-- ABOUT THIS TASK --
Copy the records below exactly, omitting any pictures they contain.

-- SUPPLIED DATA --

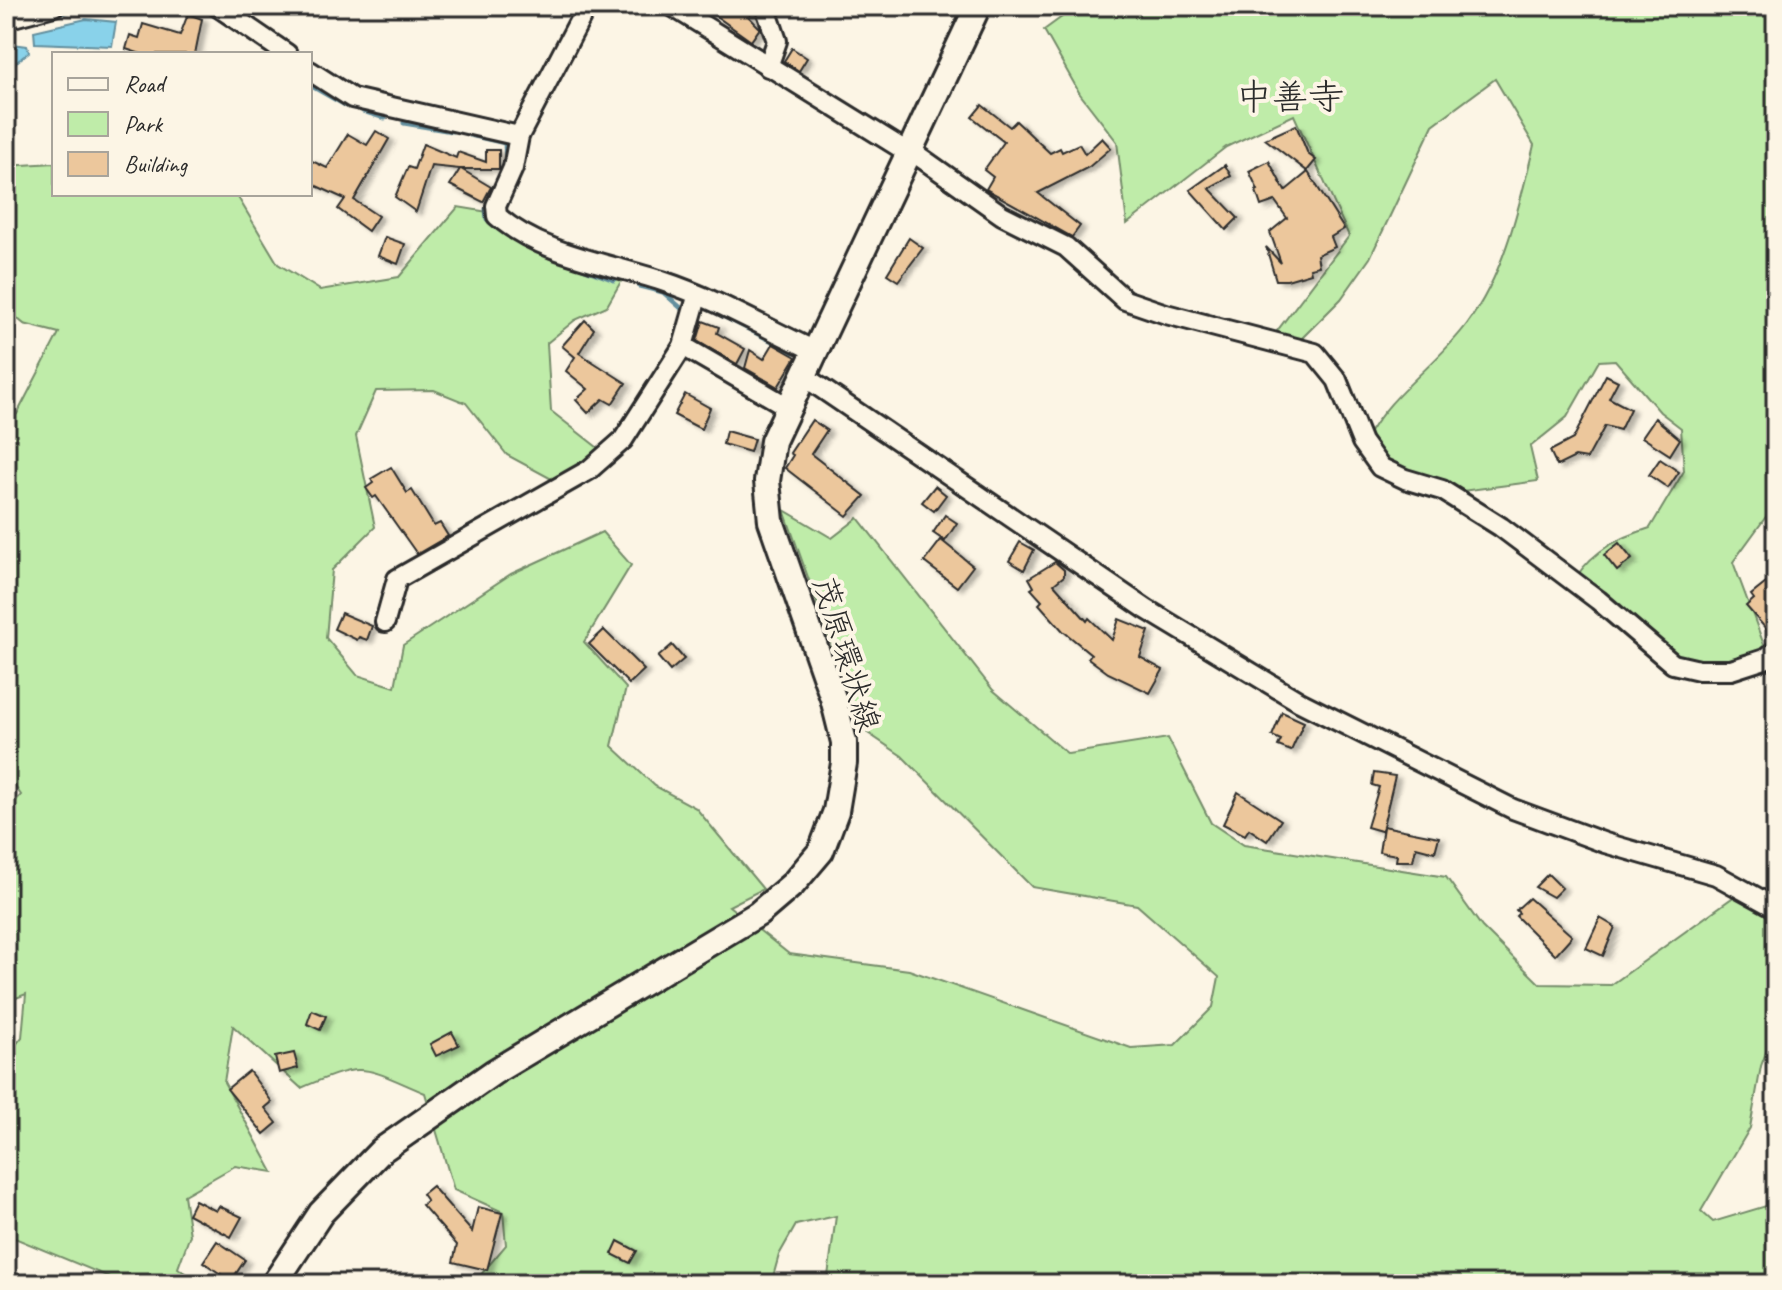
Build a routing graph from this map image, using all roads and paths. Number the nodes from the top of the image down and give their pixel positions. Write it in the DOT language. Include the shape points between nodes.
graph roads {
  1 [pos="54,6"];
  2 [pos="217,6"];
  3 [pos="587,6"];
  4 [pos="672,6"];
  5 [pos="765,6"];
  6 [pos="978,6"];
  7 [pos="6,19"];
  8 [pos="284,52"];
  9 [pos="768,67"];
  10 [pos="312,72"];
  11 [pos="519,136"];
  12 [pos="909,153"];
  13 [pos="697,297"];
  14 [pos="683,346"];
  15 [pos="813,350"];
  16 [pos="802,375"];
  17 [pos="788,407"];
  18 [pos="385,622"];
  19 [pos="1776,650"];
  20 [pos="1775,904"];
  21 [pos="274,1284"];
  1 -- 7 [label="street"];
  2 -- 8 [label="street"];
  3 -- 11 [label="street"];
  4 -- 9 [label="street"];
  5 -- 9 [label="street" via="777,41"];
  6 -- 12 [label="main road, 茂原環状線"];
  9 -- 12 [label="street"];
  10 -- 11 [label="street" via="352,98"];
  11 -- 13 [label="street" via="513,168 496,206 497,216 509,227 594,263 665,282"];
  12 -- 15 [label="main road, 茂原環状線"];
  12 -- 19 [label="street" via="1002,215 1066,247 1125,300 1315,353 1337,380 1362,442 1380,467 1442,490 1501,527 1673,664 1731,670"];
  13 -- 14 [label="street"];
  13 -- 15 [label="street"];
  14 -- 17 [label="street"];
  14 -- 18 [label="street" via="623,440 589,470 397,579"];
  15 -- 16 [label="main road, 茂原環状線"];
  16 -- 17 [label="main road, 茂原環状線"];
  16 -- 20 [label="street" via="1146,609 1300,702 1513,809 1716,875"];
  17 -- 21 [label="main road, 茂原環状線" via="773,441 767,481 771,521 844,742 836,811 821,851 758,914 494,1072 382,1150 321,1213"];
}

-- ANSWER --
Build a routing graph from this map image, using all roads and paths. Number the nodes from the top of the image down and give their pixel positions. Write it in the DOT language. Include the shape points between nodes.
graph roads {
  1 [pos="54,6"];
  2 [pos="217,6"];
  3 [pos="587,6"];
  4 [pos="672,6"];
  5 [pos="765,6"];
  6 [pos="978,6"];
  7 [pos="6,19"];
  8 [pos="284,52"];
  9 [pos="768,67"];
  10 [pos="312,72"];
  11 [pos="519,136"];
  12 [pos="909,153"];
  13 [pos="697,297"];
  14 [pos="683,346"];
  15 [pos="813,350"];
  16 [pos="802,375"];
  17 [pos="788,407"];
  18 [pos="385,622"];
  19 [pos="1776,650"];
  20 [pos="1775,904"];
  21 [pos="274,1284"];
  1 -- 7 [label="street"];
  2 -- 8 [label="street"];
  3 -- 11 [label="street"];
  4 -- 9 [label="street"];
  5 -- 9 [label="street" via="777,41"];
  6 -- 12 [label="main road, 茂原環状線"];
  9 -- 12 [label="street"];
  10 -- 11 [label="street" via="352,98"];
  11 -- 13 [label="street" via="513,168 496,206 497,216 509,227 594,263 665,282"];
  12 -- 15 [label="main road, 茂原環状線"];
  12 -- 19 [label="street" via="1002,215 1066,247 1125,300 1315,353 1337,380 1362,442 1380,467 1442,490 1501,527 1673,664 1731,670"];
  13 -- 14 [label="street"];
  13 -- 15 [label="street"];
  14 -- 17 [label="street"];
  14 -- 18 [label="street" via="623,440 589,470 397,579"];
  15 -- 16 [label="main road, 茂原環状線"];
  16 -- 17 [label="main road, 茂原環状線"];
  16 -- 20 [label="street" via="1146,609 1300,702 1513,809 1716,875"];
  17 -- 21 [label="main road, 茂原環状線" via="773,441 767,481 771,521 844,742 836,811 821,851 758,914 494,1072 382,1150 321,1213"];
}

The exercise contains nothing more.